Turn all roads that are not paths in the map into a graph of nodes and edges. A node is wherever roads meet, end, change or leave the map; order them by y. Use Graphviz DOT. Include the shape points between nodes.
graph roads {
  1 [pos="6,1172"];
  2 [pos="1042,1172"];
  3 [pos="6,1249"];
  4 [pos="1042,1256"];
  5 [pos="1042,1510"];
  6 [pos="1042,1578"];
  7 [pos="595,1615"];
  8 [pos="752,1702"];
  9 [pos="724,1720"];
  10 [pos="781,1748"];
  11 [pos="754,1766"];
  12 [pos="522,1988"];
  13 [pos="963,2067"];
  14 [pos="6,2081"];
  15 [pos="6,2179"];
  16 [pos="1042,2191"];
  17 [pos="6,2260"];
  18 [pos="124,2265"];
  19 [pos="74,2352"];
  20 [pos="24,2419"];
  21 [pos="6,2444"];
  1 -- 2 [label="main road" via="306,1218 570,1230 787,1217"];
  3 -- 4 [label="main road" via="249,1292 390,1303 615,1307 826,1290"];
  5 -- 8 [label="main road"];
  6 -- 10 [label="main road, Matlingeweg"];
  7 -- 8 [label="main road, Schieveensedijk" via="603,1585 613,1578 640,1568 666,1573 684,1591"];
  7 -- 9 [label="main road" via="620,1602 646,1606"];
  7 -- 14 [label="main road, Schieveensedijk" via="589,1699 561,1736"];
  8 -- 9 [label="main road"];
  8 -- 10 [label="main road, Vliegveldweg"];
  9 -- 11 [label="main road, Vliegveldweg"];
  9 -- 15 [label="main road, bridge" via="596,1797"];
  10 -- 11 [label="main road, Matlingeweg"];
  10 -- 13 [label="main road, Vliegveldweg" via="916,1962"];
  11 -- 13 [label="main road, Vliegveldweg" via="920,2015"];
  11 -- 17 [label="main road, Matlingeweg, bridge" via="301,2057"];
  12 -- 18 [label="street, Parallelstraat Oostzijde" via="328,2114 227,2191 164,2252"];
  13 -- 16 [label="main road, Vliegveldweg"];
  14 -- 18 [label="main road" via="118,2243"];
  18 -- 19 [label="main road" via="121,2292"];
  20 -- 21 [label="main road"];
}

• WHAT YOU ARE ASKED TO DO: Print the data in full, with each line exactly as given.

• SOLVED PROBLEM:
Turn all roads that are not paths in the map into a graph of nodes and edges. A node is wherever roads meet, end, change or leave the map; order them by y. Use Graphviz DOT. Include the shape points between nodes.
graph roads {
  1 [pos="6,1172"];
  2 [pos="1042,1172"];
  3 [pos="6,1249"];
  4 [pos="1042,1256"];
  5 [pos="1042,1510"];
  6 [pos="1042,1578"];
  7 [pos="595,1615"];
  8 [pos="752,1702"];
  9 [pos="724,1720"];
  10 [pos="781,1748"];
  11 [pos="754,1766"];
  12 [pos="522,1988"];
  13 [pos="963,2067"];
  14 [pos="6,2081"];
  15 [pos="6,2179"];
  16 [pos="1042,2191"];
  17 [pos="6,2260"];
  18 [pos="124,2265"];
  19 [pos="74,2352"];
  20 [pos="24,2419"];
  21 [pos="6,2444"];
  1 -- 2 [label="main road" via="306,1218 570,1230 787,1217"];
  3 -- 4 [label="main road" via="249,1292 390,1303 615,1307 826,1290"];
  5 -- 8 [label="main road"];
  6 -- 10 [label="main road, Matlingeweg"];
  7 -- 8 [label="main road, Schieveensedijk" via="603,1585 613,1578 640,1568 666,1573 684,1591"];
  7 -- 9 [label="main road" via="620,1602 646,1606"];
  7 -- 14 [label="main road, Schieveensedijk" via="589,1699 561,1736"];
  8 -- 9 [label="main road"];
  8 -- 10 [label="main road, Vliegveldweg"];
  9 -- 11 [label="main road, Vliegveldweg"];
  9 -- 15 [label="main road, bridge" via="596,1797"];
  10 -- 11 [label="main road, Matlingeweg"];
  10 -- 13 [label="main road, Vliegveldweg" via="916,1962"];
  11 -- 13 [label="main road, Vliegveldweg" via="920,2015"];
  11 -- 17 [label="main road, Matlingeweg, bridge" via="301,2057"];
  12 -- 18 [label="street, Parallelstraat Oostzijde" via="328,2114 227,2191 164,2252"];
  13 -- 16 [label="main road, Vliegveldweg"];
  14 -- 18 [label="main road" via="118,2243"];
  18 -- 19 [label="main road" via="121,2292"];
  20 -- 21 [label="main road"];
}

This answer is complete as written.